Sustenpass - Pass portrait

Into the Reuss Valley – and up to the Susten Pass. Used primarily by the military in the 17th and 18th centuries, the former mule track became halfway fit for traffic from 1811. Its present layout, which now enjoys a reputation in Switzerland as an artwork of national importance, only came about in the 1930s. At that time, many expansion plans were proposed for developing the Alps as a tourist destination, inspired by the International Klausen hill climb, and buoyed by a car-mad middle class keen to go skiing in the mountains or swimming in the Ticino canton on a whim. However, lack of the financial resources and courageous engineers – and strong resentment from heritage and nature conservationists – stymied many of these projects even before they got off the ground.

Nevertheless, in 1938, the federal authorities and the cantons of Uri and Berne decided to construct a modern, 45-kilometre pass road over the Susten – which, given the precarious situation in Europe at the time, also promised military advantages. Conceived on the eve of an economic downturn, however, the road was only completed after the end of the Second World War.

In great sweeping curves, it runs parallel to the old mule track from Wassen in Uri through the Maggia Valley, up to the top of the pass at 2,224 metres above sea level, and back down through scree slopes and rocks, alpine meadows and finally dense maple and pinewood forests to Innertkirchen in the Bernese Oberland. When the Susten Pass finally opened in September 1946, the wealthy turned out in droves: some 15,000 cars – representing around 12 percent of vehicles registered in Switzerland at that time – snaked their way up over the mountain pass in a bumper-to-bumper convoy. Luckily, it was not always this crowded on the mountain.

Even today, the first Alpine pass to be purpose-built for vehicular traffic is still regarded as a masterpiece of road construction, and, for those who set the alarm early and avoid Sundays and school holidays, the Susten Pass offers a captivating and diverse journey for ambitious drivers.

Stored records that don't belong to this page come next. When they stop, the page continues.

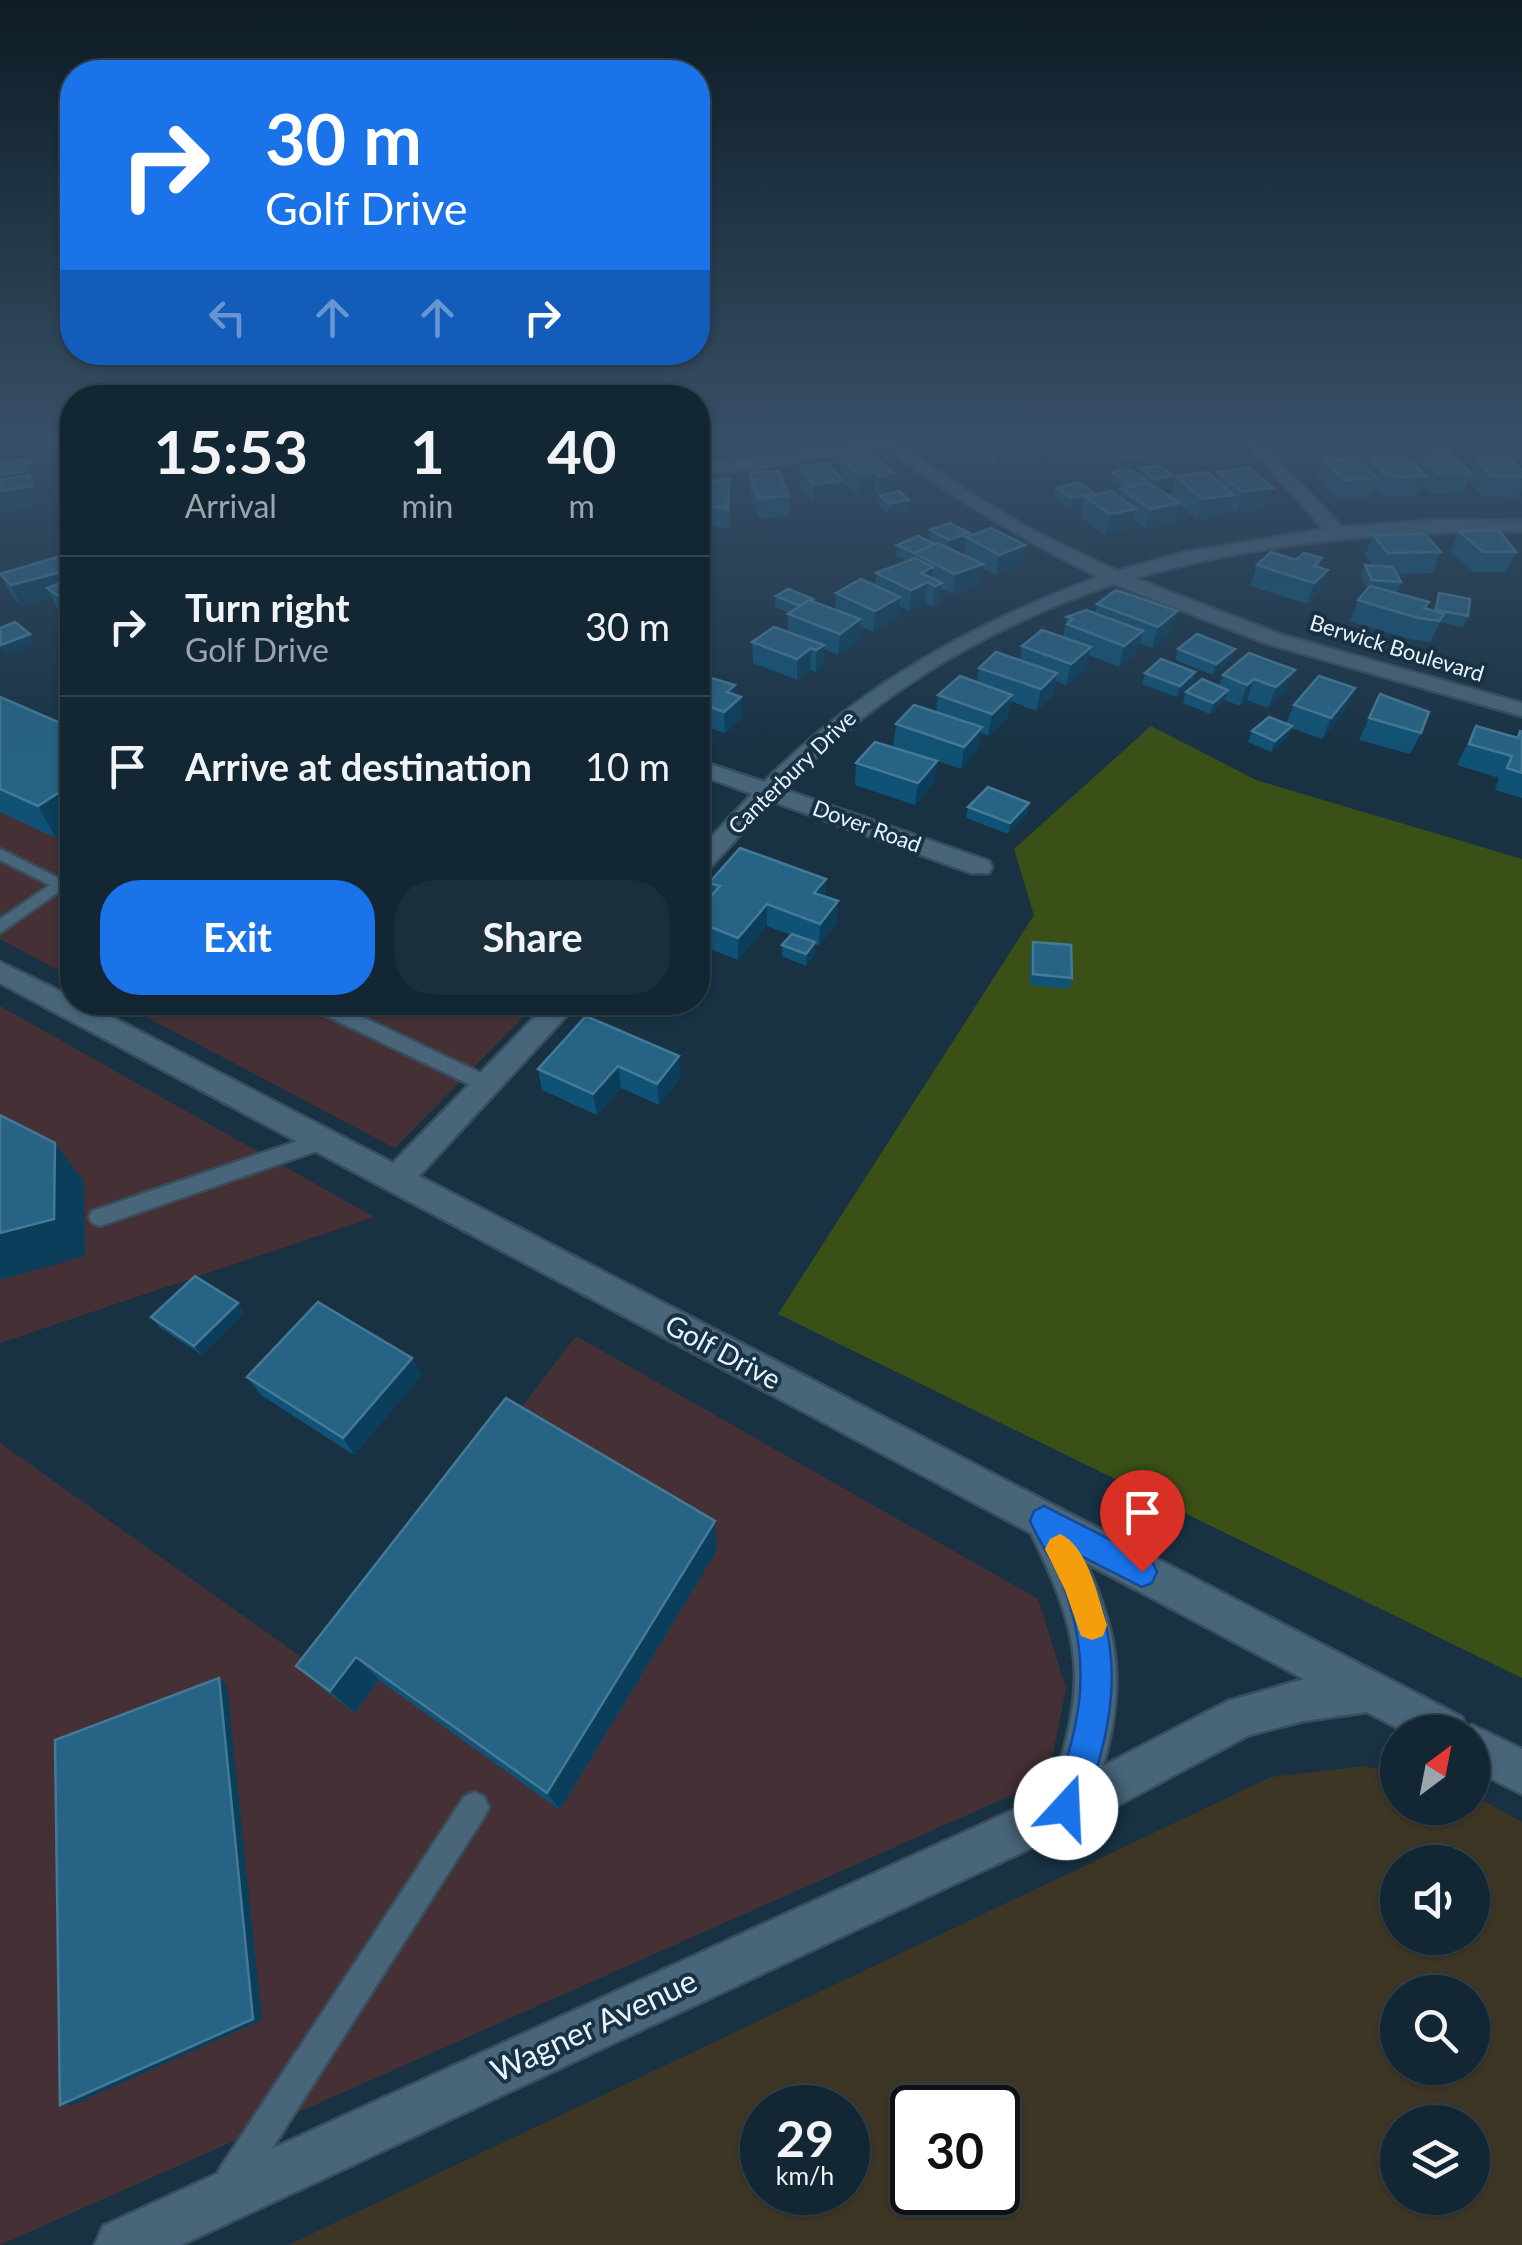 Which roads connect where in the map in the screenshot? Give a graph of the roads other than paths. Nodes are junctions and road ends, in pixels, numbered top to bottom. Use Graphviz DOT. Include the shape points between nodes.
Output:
graph roads {
  1 [pos="1059,547"];
  2 [pos="1246,547"];
  3 [pos="1119,577"];
  4 [pos="1522,710"];
  5 [pos="710,771"];
  6 [pos="768,792"];
  7 [pos="710,852"];
  8 [pos="0,854"];
  9 [pos="980,866"];
  10 [pos="60,883"];
  11 [pos="60,892"];
  12 [pos="0,927"];
  13 [pos="0,971"];
  14 [pos="60,1002"];
  15 [pos="84,1015"];
  16 [pos="342,1015"];
  17 [pos="554,1015"];
  18 [pos="488,1084"];
  19 [pos="322,1140"];
  20 [pos="396,1180"];
  21 [pos="100,1217"];
  22 [pos="1044,1521"];
  23 [pos="1369,1691"];
  24 [pos="1415,1715"];
  25 [pos="1490,1755"];
  26 [pos="1522,1772"];
  27 [pos="474,1807"];
  28 [pos="1066,1808"];
  29 [pos="219,2200"];
  30 [pos="122,2245"];
  1 -- 3 [label="street, Berwick Boulevard"];
  2 -- 3 [label="street, Canterbury Drive"];
  3 -- 4 [label="street, Berwick Boulevard" via="1290,642"];
  3 -- 6 [label="street, Canterbury Drive" via="1046,602 940,652 849,716"];
  5 -- 6 [label="street, Dover Road"];
  6 -- 7 [label="street, Canterbury Drive"];
  6 -- 9 [label="street, Dover Road"];
  8 -- 10 [label="lane"];
  11 -- 12 [label="lane"];
  13 -- 14 [label="street, Golf Drive"];
  15 -- 19 [label="street, Golf Drive"];
  16 -- 18 [label="lane"];
  17 -- 18 [label="street"];
  18 -- 20 [label="street"];
  19 -- 20 [label="street, Golf Drive"];
  19 -- 21 [label="lane"];
  20 -- 22 [label="street, Golf Drive"];
  22 -- 23 [label="street, Golf Drive"];
  22 -- 28 [label="street" via="1079,1584 1098,1662 1092,1737"];
  23 -- 24 [label="street, Golf Drive"];
  23 -- 28 [label="street, Wagner Avenue" via="1243,1716"];
  25 -- 26 [label="street"];
  27 -- 29 [label="lane"];
  28 -- 29 [label="street, Wagner Avenue"];
  29 -- 30 [label="street, Wagner Avenue"];
}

On the eastern side, travellers first face the wild, rugged gorge of the Meienreuss River. With a view of the majestic Fünffingerstock, they then cross the Maggia Valley and finally negotiate several tight switchbacks before climbing to the Scheitel tunnel. The drive down the western side rewards the driver with a stunning mountain panorama, with sweeping views to the Sustenhorn and the Gwächtenhorn, and the mighty Stein Glacier which, depending on the season, weather and light, glows in an array of colours, and on to the Steinsee below. After leaving behind the jagged mountainous realm with its sheer cliffs, a combination of exhilarating sweeping corners is perfect for a spirited game with throttle and brake. With clever foresight, the engineers even added a series of tunnels – a natural amplifier for the throaty growl of the engine. But you don’t need to own a sports car to discover the thrill of speed on the Susten Pass.
The last mountain leg of the Susten Pass is cycled as part of the Alpenbrevet, a 2003-inaugurated road cycle marathon contested by extreme cyclists over five passes, 276 kilometres and an altitude difference of 7,031 metres. The fastest time from Wassen over the pass and down into Innertkirchen was just 1 hour and 50 minutes!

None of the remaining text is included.